Count how many lines below include the word "main". Answer with a number only.
╭─ GIVEN INFORMATION
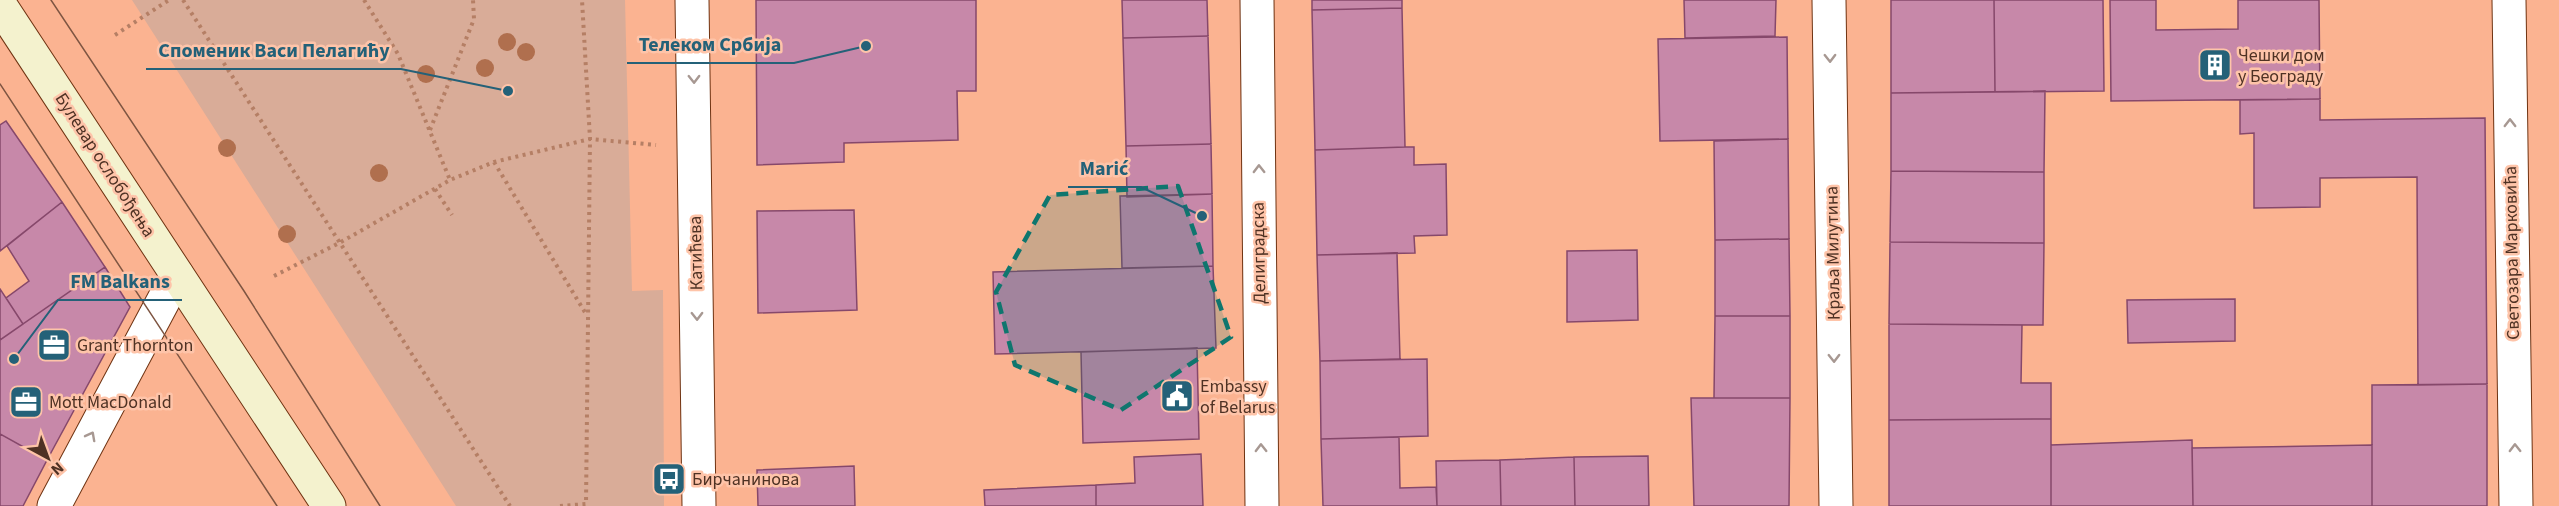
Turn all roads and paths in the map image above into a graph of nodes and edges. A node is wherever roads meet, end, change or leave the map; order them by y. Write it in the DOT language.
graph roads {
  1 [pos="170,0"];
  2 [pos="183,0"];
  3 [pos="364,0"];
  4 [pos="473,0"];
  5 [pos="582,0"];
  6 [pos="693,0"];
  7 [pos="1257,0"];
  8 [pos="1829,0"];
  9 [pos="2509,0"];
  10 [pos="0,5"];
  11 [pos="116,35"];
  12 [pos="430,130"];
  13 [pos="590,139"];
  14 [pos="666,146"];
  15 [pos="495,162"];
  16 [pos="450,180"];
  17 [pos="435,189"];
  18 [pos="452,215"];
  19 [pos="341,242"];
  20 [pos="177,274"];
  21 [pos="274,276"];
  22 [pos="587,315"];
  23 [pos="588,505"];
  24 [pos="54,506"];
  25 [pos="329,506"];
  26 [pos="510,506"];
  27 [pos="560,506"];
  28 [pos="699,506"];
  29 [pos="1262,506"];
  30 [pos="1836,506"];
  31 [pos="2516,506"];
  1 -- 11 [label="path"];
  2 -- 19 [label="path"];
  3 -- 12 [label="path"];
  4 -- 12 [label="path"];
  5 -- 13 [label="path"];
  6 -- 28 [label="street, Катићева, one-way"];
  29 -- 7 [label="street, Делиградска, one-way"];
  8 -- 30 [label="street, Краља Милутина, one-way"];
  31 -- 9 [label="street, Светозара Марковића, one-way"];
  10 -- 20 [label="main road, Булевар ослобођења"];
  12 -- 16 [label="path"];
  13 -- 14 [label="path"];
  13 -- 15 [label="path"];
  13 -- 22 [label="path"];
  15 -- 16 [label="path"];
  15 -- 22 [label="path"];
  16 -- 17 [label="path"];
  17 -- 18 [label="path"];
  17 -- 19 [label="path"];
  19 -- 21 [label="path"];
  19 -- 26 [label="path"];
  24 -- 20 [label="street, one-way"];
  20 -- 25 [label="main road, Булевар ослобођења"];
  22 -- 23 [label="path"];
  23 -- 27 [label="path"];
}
╰─
╭─ GIVEN INFORMATION
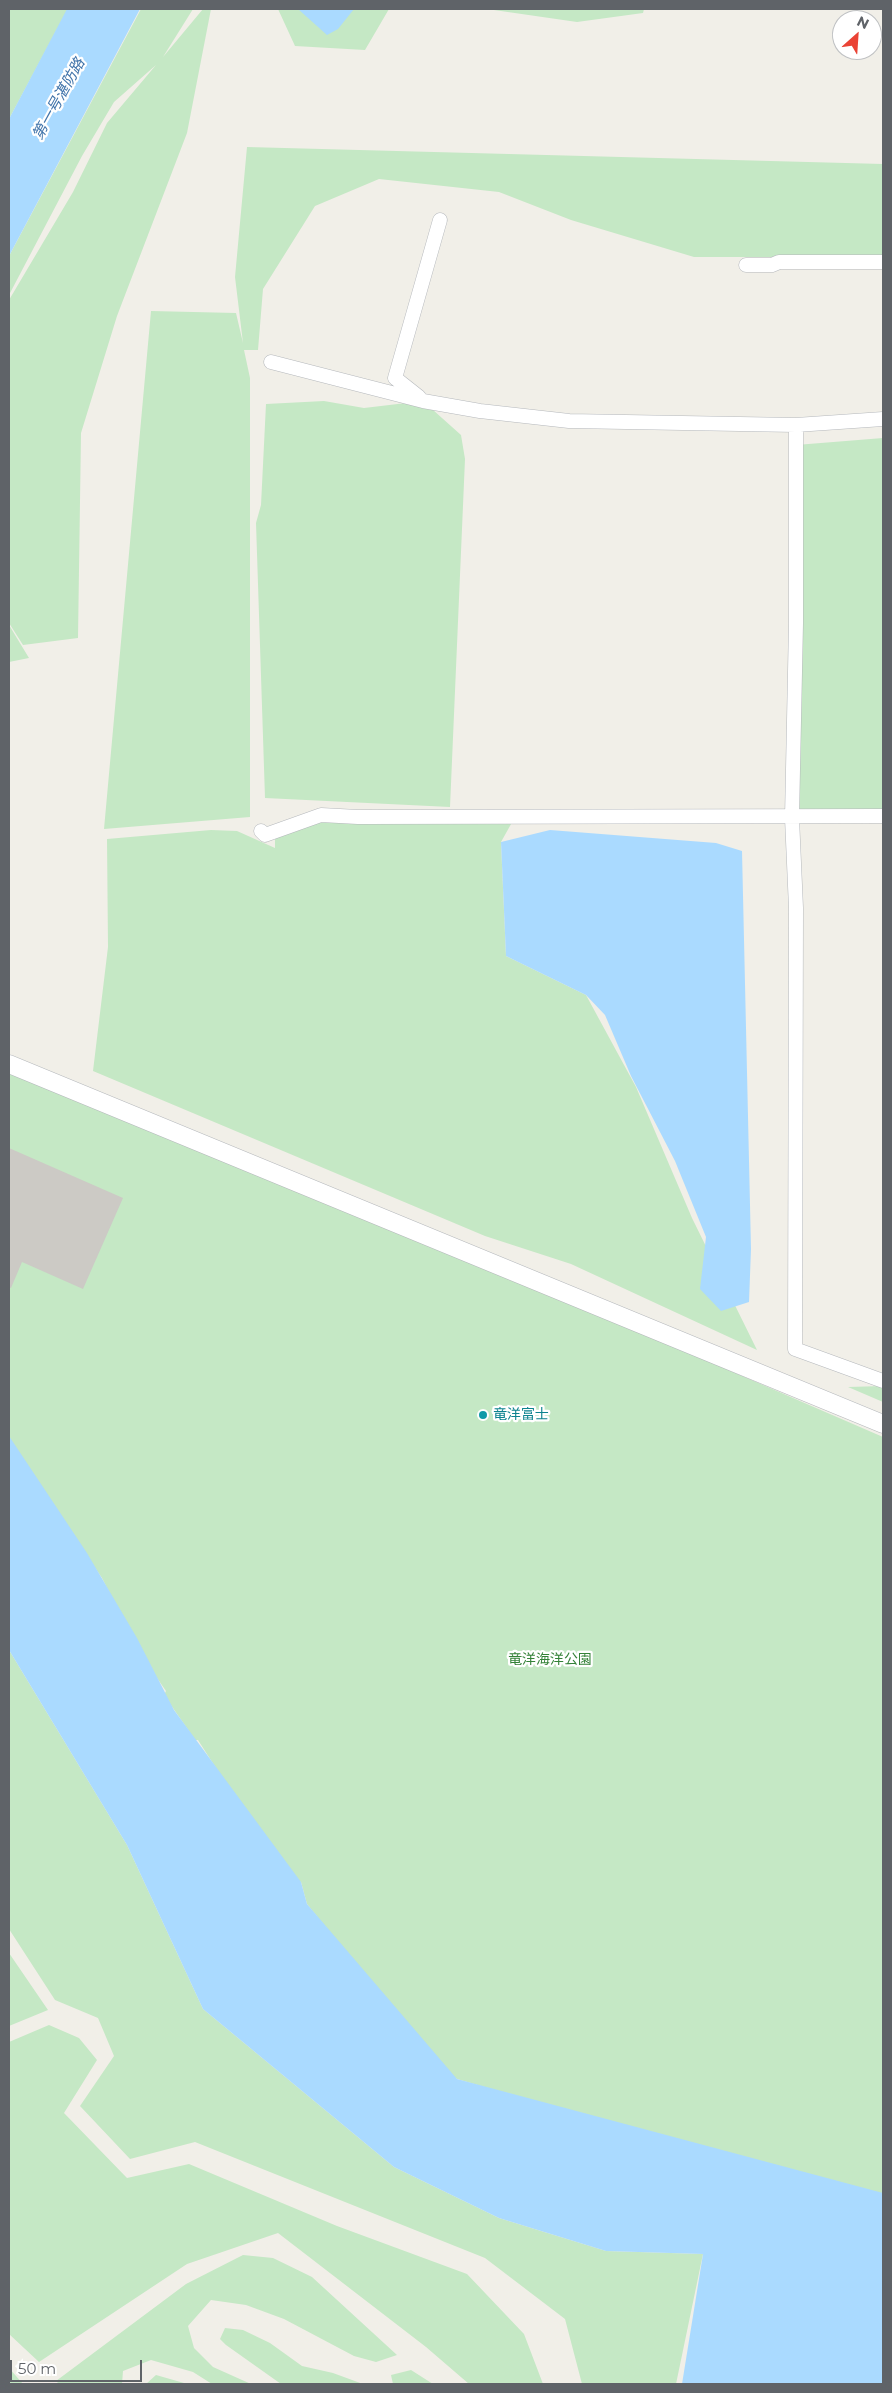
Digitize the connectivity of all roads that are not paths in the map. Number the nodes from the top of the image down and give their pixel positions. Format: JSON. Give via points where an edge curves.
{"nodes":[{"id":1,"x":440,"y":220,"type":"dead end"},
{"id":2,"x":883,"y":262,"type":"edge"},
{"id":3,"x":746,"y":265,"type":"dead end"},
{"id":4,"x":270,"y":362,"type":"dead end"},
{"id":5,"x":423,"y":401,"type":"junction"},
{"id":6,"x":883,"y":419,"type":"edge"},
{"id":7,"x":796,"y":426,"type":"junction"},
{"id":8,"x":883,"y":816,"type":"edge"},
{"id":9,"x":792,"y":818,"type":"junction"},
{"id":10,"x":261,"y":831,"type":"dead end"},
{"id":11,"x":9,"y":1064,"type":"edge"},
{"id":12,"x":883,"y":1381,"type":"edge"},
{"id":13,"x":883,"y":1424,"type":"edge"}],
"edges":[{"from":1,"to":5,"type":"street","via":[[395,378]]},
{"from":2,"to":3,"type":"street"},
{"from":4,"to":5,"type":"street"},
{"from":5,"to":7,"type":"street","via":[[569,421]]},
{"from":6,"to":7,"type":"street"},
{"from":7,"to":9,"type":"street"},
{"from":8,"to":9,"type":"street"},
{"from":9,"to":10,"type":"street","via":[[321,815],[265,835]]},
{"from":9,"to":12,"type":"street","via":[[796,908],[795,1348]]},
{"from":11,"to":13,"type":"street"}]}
╰─
# [ANSWER TO THE PROBLEM]
2